▸ **Supplied information**
★ ★ ★ ★ ★

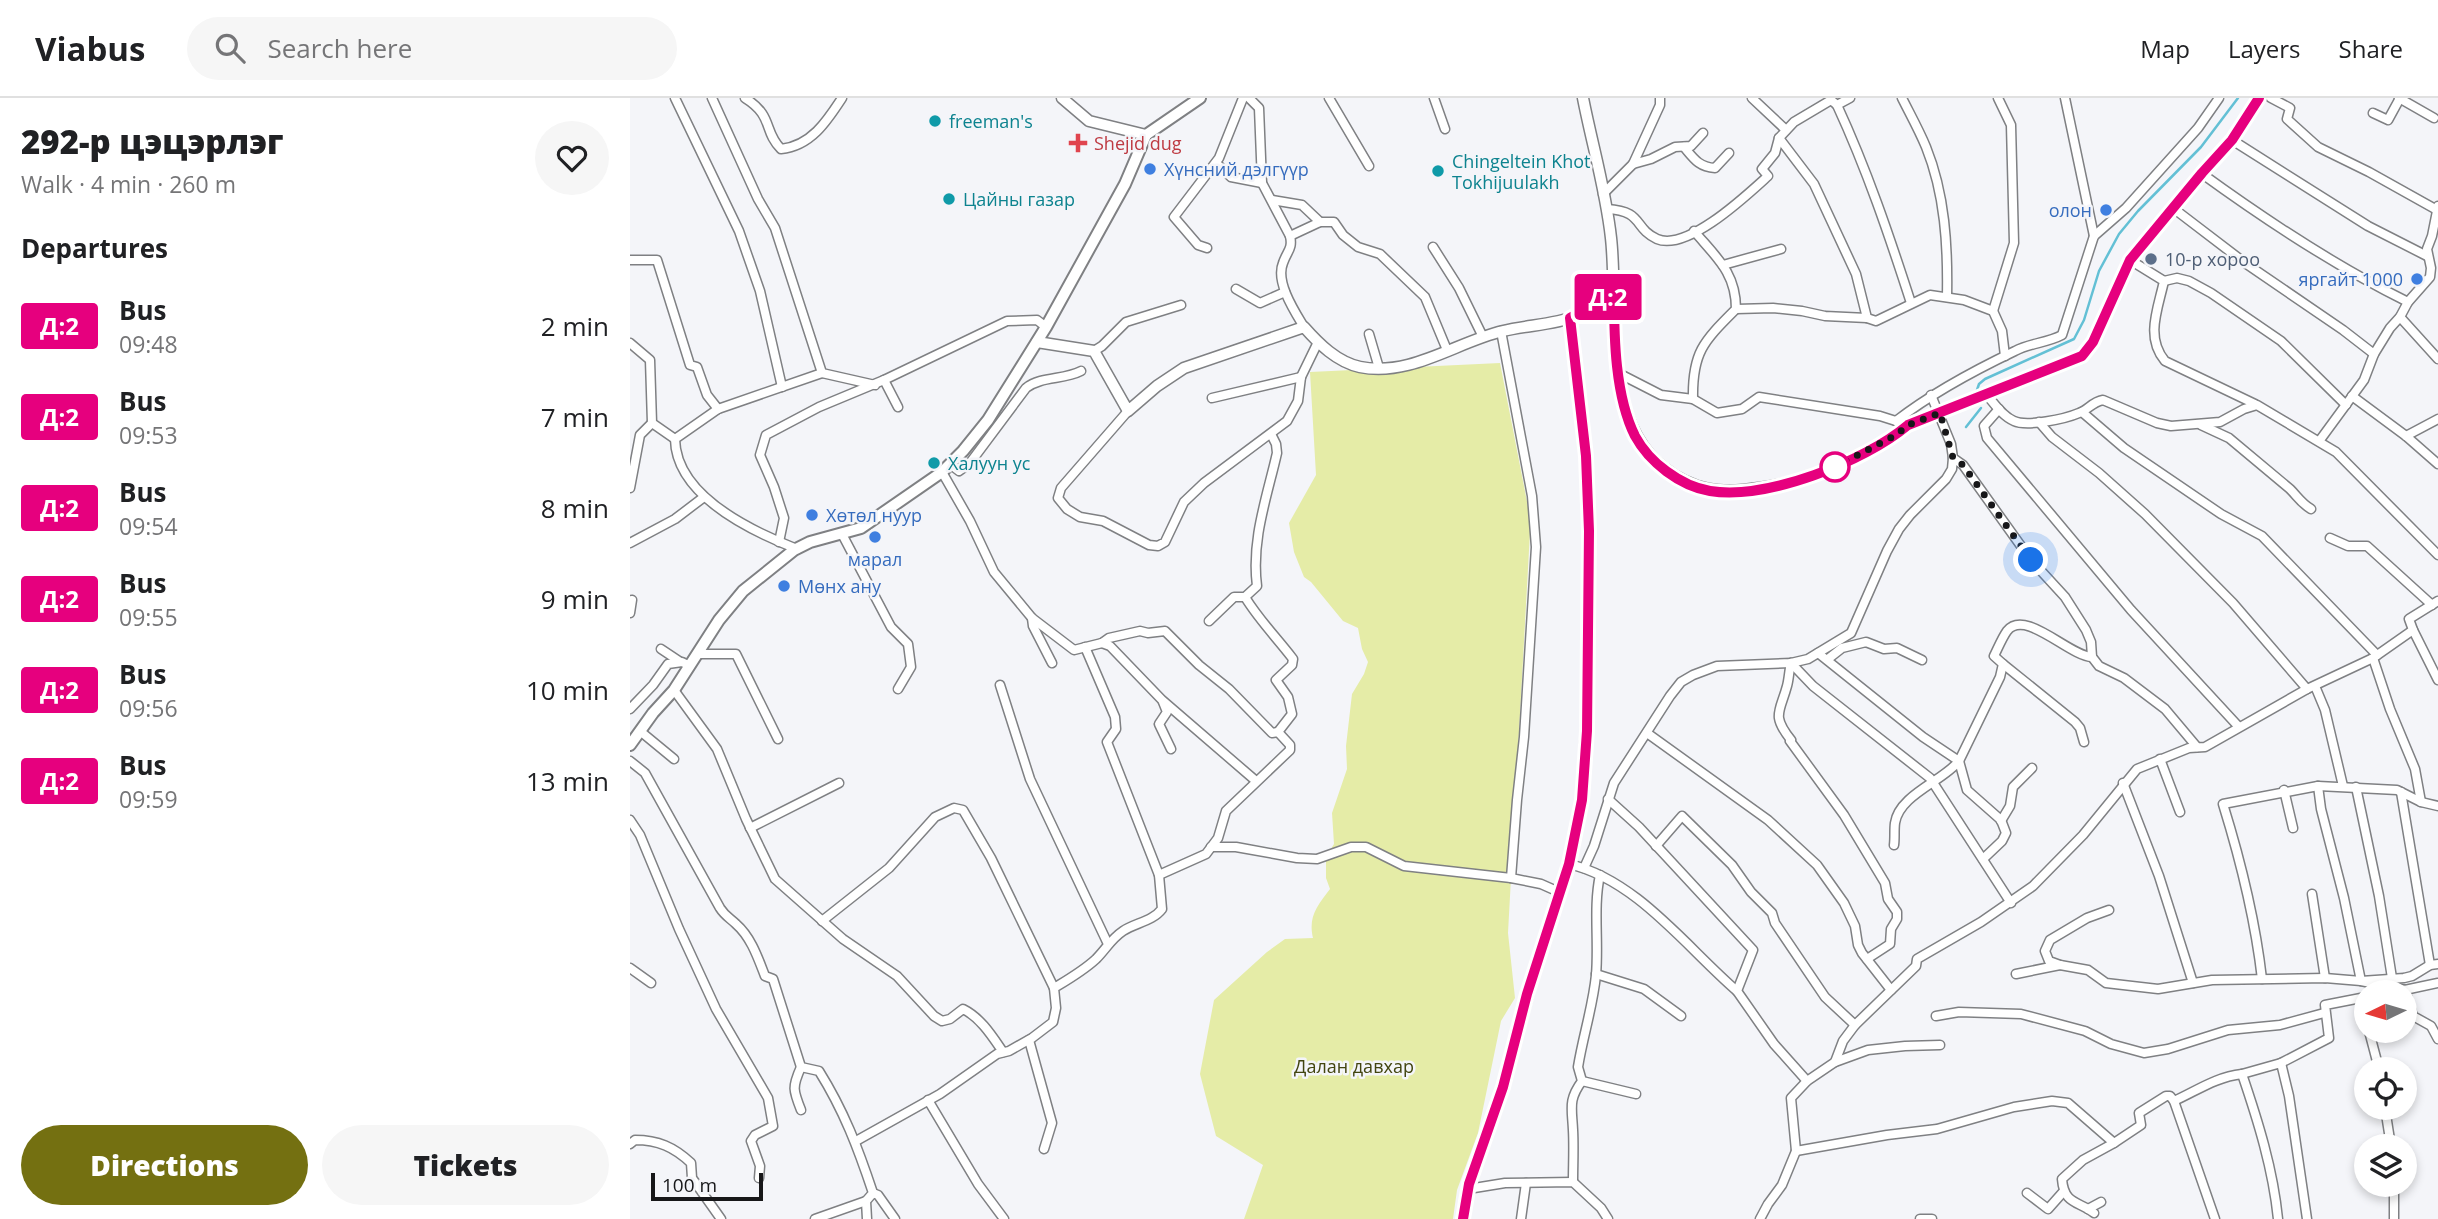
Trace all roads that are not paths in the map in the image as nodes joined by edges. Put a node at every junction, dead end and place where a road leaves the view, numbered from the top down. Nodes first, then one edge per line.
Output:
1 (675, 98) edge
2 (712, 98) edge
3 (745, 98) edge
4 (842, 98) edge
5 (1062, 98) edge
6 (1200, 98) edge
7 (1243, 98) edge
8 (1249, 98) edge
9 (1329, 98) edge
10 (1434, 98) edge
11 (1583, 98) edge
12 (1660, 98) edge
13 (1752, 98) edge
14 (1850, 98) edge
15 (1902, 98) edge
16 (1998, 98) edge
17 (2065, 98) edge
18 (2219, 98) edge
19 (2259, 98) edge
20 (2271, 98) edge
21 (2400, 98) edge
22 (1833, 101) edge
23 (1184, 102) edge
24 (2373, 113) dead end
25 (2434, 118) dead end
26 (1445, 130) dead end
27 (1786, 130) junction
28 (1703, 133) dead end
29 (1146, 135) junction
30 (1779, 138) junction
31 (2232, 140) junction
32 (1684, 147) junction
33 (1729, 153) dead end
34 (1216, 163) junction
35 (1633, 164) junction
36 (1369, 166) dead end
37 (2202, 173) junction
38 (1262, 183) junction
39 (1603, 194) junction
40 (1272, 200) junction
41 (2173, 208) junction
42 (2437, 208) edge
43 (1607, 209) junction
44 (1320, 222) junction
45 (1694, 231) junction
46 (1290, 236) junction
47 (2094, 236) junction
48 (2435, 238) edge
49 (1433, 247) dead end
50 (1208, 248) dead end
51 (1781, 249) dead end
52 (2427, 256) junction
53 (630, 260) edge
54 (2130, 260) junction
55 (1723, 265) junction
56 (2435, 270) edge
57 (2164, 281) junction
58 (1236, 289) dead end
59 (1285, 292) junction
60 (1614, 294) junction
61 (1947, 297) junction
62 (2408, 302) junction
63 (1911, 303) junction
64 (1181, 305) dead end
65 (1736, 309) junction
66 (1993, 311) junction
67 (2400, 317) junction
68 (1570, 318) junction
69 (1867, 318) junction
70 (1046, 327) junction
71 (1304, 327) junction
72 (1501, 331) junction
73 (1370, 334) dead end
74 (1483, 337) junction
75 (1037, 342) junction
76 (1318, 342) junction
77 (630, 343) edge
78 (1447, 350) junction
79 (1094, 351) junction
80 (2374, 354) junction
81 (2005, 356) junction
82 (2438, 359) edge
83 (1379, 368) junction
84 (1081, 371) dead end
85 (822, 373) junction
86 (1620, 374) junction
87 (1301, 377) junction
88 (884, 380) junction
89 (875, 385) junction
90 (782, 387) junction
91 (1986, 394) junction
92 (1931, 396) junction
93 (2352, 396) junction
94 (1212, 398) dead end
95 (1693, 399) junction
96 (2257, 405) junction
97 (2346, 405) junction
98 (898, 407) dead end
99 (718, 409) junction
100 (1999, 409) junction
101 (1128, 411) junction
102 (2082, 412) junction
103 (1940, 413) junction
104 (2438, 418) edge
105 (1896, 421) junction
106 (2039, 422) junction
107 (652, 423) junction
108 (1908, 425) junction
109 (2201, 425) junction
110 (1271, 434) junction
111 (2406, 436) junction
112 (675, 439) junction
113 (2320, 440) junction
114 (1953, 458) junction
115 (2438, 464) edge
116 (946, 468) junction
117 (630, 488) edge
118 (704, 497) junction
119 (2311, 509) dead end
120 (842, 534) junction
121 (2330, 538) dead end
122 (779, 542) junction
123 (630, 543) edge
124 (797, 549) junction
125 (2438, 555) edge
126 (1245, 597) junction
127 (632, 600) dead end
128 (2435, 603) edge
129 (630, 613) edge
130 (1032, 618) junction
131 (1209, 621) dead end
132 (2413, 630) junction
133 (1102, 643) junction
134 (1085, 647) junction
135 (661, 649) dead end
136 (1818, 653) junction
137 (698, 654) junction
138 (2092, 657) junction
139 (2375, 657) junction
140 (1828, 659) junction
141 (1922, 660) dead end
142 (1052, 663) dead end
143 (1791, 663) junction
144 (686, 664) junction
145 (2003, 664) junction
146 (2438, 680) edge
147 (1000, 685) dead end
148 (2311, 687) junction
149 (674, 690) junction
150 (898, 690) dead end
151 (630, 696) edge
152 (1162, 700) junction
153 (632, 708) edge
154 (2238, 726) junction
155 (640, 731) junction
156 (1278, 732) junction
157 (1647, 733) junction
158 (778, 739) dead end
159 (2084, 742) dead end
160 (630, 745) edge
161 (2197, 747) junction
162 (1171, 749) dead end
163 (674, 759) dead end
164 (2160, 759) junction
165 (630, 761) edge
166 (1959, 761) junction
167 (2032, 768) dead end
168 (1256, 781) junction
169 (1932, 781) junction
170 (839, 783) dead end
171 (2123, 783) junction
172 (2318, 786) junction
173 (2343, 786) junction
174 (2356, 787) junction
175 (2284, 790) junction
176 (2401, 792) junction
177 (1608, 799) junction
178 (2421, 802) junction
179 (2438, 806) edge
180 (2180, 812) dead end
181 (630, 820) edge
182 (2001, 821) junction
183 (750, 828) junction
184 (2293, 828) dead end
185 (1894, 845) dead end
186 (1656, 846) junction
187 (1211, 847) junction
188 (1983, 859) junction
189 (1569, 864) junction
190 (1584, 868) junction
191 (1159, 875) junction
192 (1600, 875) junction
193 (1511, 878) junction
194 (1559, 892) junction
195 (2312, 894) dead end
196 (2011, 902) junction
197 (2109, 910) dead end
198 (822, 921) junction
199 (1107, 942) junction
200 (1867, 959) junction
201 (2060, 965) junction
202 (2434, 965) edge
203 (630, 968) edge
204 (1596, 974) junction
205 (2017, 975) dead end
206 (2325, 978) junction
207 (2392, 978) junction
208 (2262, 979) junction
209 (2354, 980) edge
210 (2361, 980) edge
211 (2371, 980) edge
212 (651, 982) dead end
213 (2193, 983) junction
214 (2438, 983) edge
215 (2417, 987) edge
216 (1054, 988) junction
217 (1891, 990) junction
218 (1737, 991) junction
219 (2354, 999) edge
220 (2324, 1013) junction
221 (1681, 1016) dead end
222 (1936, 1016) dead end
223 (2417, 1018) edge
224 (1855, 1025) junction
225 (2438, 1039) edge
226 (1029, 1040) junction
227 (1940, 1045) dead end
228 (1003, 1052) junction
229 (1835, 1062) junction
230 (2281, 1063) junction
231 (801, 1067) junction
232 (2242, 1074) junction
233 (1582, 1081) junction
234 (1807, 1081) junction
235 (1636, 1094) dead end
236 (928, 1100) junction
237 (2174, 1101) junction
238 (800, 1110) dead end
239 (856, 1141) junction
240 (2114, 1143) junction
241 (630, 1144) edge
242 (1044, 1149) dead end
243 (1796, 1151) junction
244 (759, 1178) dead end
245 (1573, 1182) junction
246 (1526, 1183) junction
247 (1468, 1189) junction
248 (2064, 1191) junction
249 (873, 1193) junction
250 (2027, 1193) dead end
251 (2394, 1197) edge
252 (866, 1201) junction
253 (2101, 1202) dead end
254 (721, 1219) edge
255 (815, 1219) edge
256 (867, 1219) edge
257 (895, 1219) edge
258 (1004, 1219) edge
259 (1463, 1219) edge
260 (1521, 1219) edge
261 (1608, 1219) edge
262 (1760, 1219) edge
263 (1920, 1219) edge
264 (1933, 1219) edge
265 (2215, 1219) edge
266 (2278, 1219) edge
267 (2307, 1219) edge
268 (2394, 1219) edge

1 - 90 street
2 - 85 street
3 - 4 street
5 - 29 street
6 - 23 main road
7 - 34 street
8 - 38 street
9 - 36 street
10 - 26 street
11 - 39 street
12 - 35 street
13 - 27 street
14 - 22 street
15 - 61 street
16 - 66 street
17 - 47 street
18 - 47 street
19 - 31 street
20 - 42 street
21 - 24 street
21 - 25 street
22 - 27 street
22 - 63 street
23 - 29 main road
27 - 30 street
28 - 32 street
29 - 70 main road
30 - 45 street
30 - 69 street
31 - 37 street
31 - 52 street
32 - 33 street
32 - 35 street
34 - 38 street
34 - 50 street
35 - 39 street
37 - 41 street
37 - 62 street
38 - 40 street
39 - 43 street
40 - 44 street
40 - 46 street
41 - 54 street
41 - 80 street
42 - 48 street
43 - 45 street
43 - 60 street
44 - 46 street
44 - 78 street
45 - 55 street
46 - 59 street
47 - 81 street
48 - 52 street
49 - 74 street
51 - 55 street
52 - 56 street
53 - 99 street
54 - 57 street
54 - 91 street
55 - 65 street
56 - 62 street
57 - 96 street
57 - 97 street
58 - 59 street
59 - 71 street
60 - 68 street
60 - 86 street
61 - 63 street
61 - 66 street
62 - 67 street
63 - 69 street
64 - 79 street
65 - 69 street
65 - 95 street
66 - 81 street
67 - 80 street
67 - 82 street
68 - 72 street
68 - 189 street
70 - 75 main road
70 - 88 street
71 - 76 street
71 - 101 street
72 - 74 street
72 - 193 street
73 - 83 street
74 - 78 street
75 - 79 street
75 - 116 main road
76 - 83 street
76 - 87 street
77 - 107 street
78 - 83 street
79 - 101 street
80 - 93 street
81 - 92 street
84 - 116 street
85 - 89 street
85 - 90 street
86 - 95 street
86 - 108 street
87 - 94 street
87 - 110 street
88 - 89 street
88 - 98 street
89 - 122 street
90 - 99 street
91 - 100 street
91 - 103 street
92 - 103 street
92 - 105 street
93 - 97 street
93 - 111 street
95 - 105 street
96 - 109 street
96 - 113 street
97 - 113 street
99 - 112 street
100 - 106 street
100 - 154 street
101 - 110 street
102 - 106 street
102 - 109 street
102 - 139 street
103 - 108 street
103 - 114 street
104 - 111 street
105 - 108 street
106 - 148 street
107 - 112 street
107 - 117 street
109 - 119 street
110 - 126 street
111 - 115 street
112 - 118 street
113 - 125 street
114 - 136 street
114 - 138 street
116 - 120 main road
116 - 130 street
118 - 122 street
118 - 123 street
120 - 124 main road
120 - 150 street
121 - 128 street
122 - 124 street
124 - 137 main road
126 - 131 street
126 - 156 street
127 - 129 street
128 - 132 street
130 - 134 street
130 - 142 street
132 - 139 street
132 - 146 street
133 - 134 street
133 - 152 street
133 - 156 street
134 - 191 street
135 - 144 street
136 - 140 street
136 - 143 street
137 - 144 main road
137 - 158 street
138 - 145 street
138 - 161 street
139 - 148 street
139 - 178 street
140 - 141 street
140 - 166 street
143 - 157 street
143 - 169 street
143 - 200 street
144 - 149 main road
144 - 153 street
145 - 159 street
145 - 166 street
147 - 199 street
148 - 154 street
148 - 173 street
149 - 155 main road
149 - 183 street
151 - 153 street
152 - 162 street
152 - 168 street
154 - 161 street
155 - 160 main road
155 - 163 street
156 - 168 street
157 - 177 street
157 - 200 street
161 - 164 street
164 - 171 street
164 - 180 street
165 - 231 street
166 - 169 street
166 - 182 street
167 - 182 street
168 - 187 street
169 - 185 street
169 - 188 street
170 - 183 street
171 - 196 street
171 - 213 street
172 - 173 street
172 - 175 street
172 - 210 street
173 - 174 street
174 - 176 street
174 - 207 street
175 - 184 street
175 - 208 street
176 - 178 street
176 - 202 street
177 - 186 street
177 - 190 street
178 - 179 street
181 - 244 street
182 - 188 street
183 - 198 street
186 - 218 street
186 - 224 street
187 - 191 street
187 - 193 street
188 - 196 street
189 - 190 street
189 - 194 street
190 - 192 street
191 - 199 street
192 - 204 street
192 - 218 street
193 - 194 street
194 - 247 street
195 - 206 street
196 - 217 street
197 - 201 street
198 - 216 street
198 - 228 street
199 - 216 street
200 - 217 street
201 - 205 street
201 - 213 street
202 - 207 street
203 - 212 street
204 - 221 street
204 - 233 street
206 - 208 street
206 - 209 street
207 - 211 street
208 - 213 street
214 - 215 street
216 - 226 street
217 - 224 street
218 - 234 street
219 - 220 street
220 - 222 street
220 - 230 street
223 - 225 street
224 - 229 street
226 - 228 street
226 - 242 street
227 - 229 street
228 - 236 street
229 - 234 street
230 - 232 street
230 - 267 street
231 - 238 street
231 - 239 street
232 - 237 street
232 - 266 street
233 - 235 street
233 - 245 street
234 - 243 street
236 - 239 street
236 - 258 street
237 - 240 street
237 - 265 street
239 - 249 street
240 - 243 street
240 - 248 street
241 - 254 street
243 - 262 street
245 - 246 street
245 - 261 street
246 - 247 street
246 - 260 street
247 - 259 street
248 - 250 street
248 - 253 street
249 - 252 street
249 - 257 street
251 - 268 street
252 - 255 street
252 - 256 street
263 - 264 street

★ ★ ★ ★ ★

▸ **Exercise objective**
Return every line of the data above in which "main" appears.

▸ **Solution to this exercise**
6 - 23 main road
23 - 29 main road
29 - 70 main road
70 - 75 main road
75 - 116 main road
116 - 120 main road
120 - 124 main road
124 - 137 main road
137 - 144 main road
144 - 149 main road
149 - 155 main road
155 - 160 main road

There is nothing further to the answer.